De Gendt, meanwhile, said that he's heard riders coughing in the peloton, adding that he'd rather not continue in the race citing worries about infecting his family.
"There have been more than 10 cases and yesterday I heard several riders coughing. It's the cold season, but in the long run you can't concentrate anymore," he said.
"Some riders prefer not to start, others do. Everyone is free to do so. I'm one of the riders who would rather not start. Everyone chooses for themselves.
"If you stop, it's over. But you can continue until it's too late. Do I feel unsafe? It's going the wrong way. It's not so much for myself as for my family. I don't want to infect anyone – I'm concerned about that."
De Gendt added that he doesn't have faith in the organisation, comparing them negatively to how ASO ran the Tour de France. He said that the feeling is that RCS Sport are just trying to get the race to the finish, prioritising the financial obligations of the race over rider safety.
Ahead of stage 10, just after the news of the positive cases broke, race director Mauro Vegni told RAI that the aim was still to bring the race to its conclusion in Milan on October 25.

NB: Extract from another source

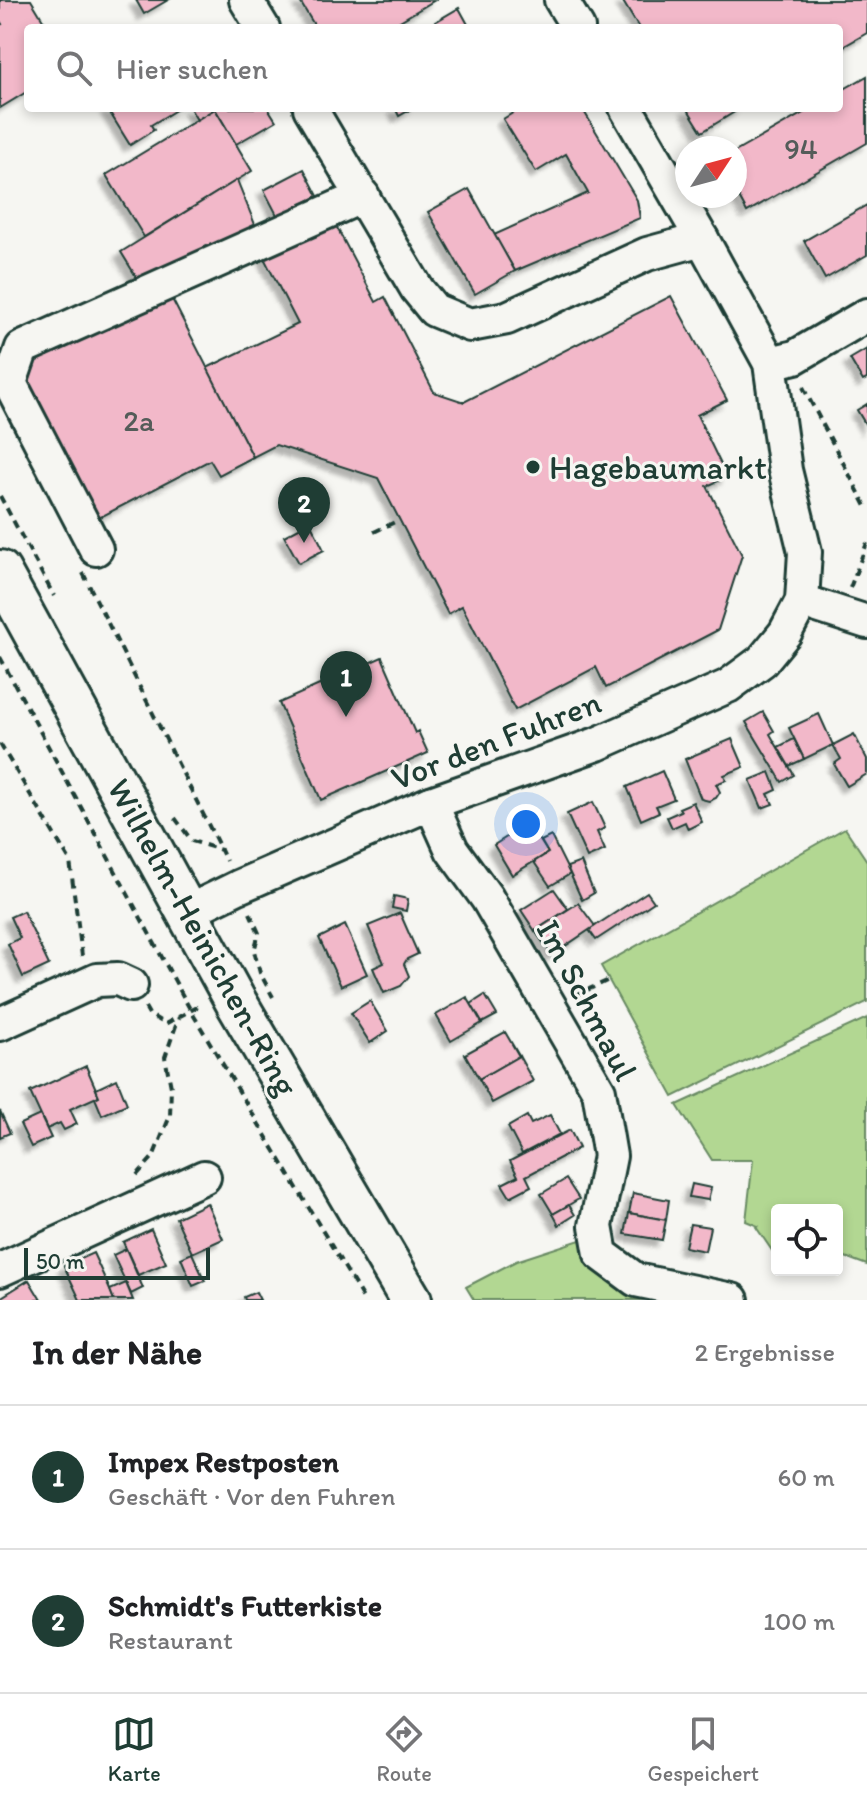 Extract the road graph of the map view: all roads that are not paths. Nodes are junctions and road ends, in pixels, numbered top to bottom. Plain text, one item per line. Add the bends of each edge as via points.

"We absolutely want the Giro d’Italia to make it to Milan," Vegni said. "I’d say at any price, excluding any major or medical problems. We knew holding the Giro in October was problematic, we’re doing all we can to make it to Milan with all the doubts and challenges."
Meanwhile, De Gendt is suspicious of any delay in a decision.
"If you wait for your team, the organization or the government, it will be too late. At the moment I don't have the balls to say that I will not start, but that may soon be the case," he said.
"I thought it was much safer in the Tour. I never felt unsafe there at any point. But I have the feeling that the organization is hiding things and giving it a twist.
"There is a lot of money involved and for sponsors it is very important that we go to Milan. They are waiting for the government to make a decision and those decisions come too late."